That’s admirably modest, but it elides some key details. By the time Stern came calling in late 2009, Henry was one of the world’s best-known experts on emerging markets and international trade policy. His papers on debt relief, developing nations, and capital markets were widely cited.

He was also heavily involved with the Barack Obama campaign and the presidential transition, thanks to a friendship with Obama economic advisor Austan Goolsbee. Henry and Goolsbee were classmates at MIT, where Henry earned his doctorate after studying at Oxford on a Rhodes Scholarship.

“I ended up working on a lot of issues in international economics related to the International Monetary Fund, issues that were really critical with emerging markets during the crisis of 2008,” Henry recalled. “The financial crisis hit in the U.S. and in Western Europe. Nobody wanted to lend to emerging markets.”

There was also that whole business of the NPR story, various CNBC appearances, and a prestigious book contract with Oxford University Press. His life was quiet like a jet engine.
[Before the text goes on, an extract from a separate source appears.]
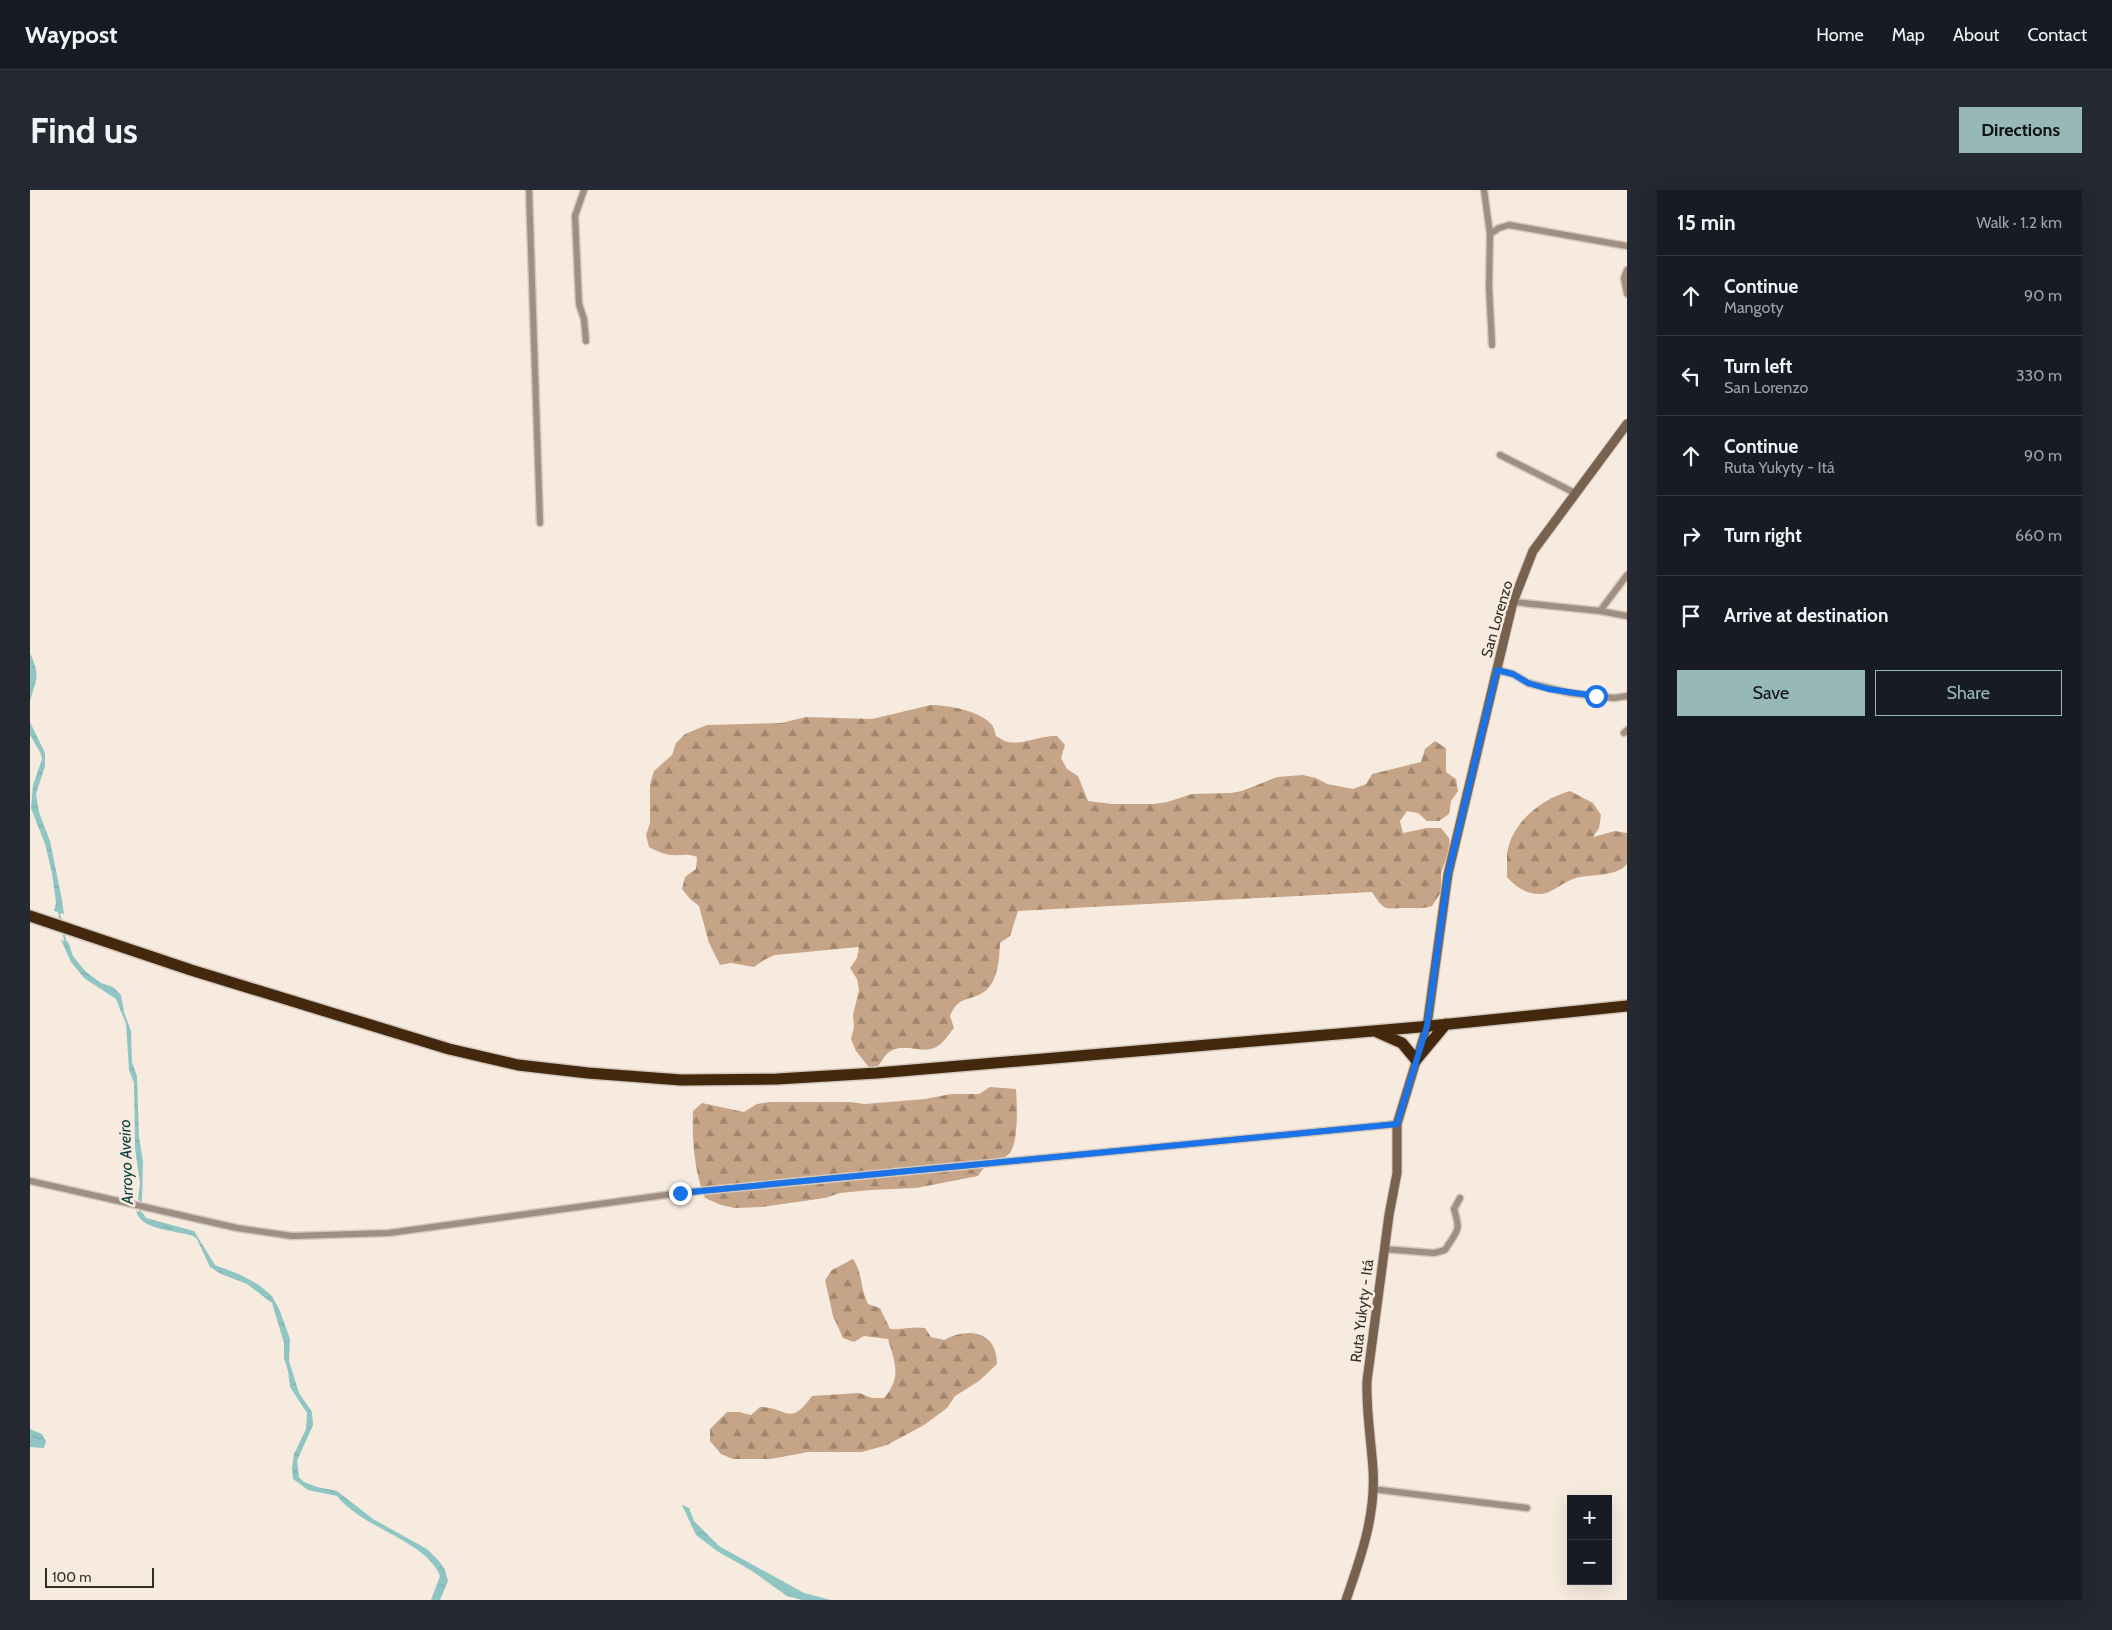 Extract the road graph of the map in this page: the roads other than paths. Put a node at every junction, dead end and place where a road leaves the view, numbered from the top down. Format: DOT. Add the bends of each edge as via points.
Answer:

Still, the decision to leave Palo Alto and take the helm at Stern was difficult. Henry had given up the chance to work in the White House for the sake of his family—he and his wife Lisa have four young boys— and a dean’s schedule is far less flexible than a professor’s.

“The difference now is that so much of what I do involves me being physically present,” he said. “Meetings, lunches, dinners. The flexibility to pick up the kids from school, to coach baseball . . . it’s not as easy as it used to be. But there are trade-offs in everything. Lisa and I talked about it a long time and decided this was a trade-off worth making.”

Prestige was certainly a factor. Stern has long been one of the top business schools in the world, and Henry isn’t shy about touting its global reach. NYU has a campus in Abu Dhabi and will be opening another in Shanghai next year.

“We’re at a point when emerging markets are more important to the international growth story than ever before,” Henry said. “I’m an immigrant kid, an international economist—there were a number of parts of the story that I felt really fit.”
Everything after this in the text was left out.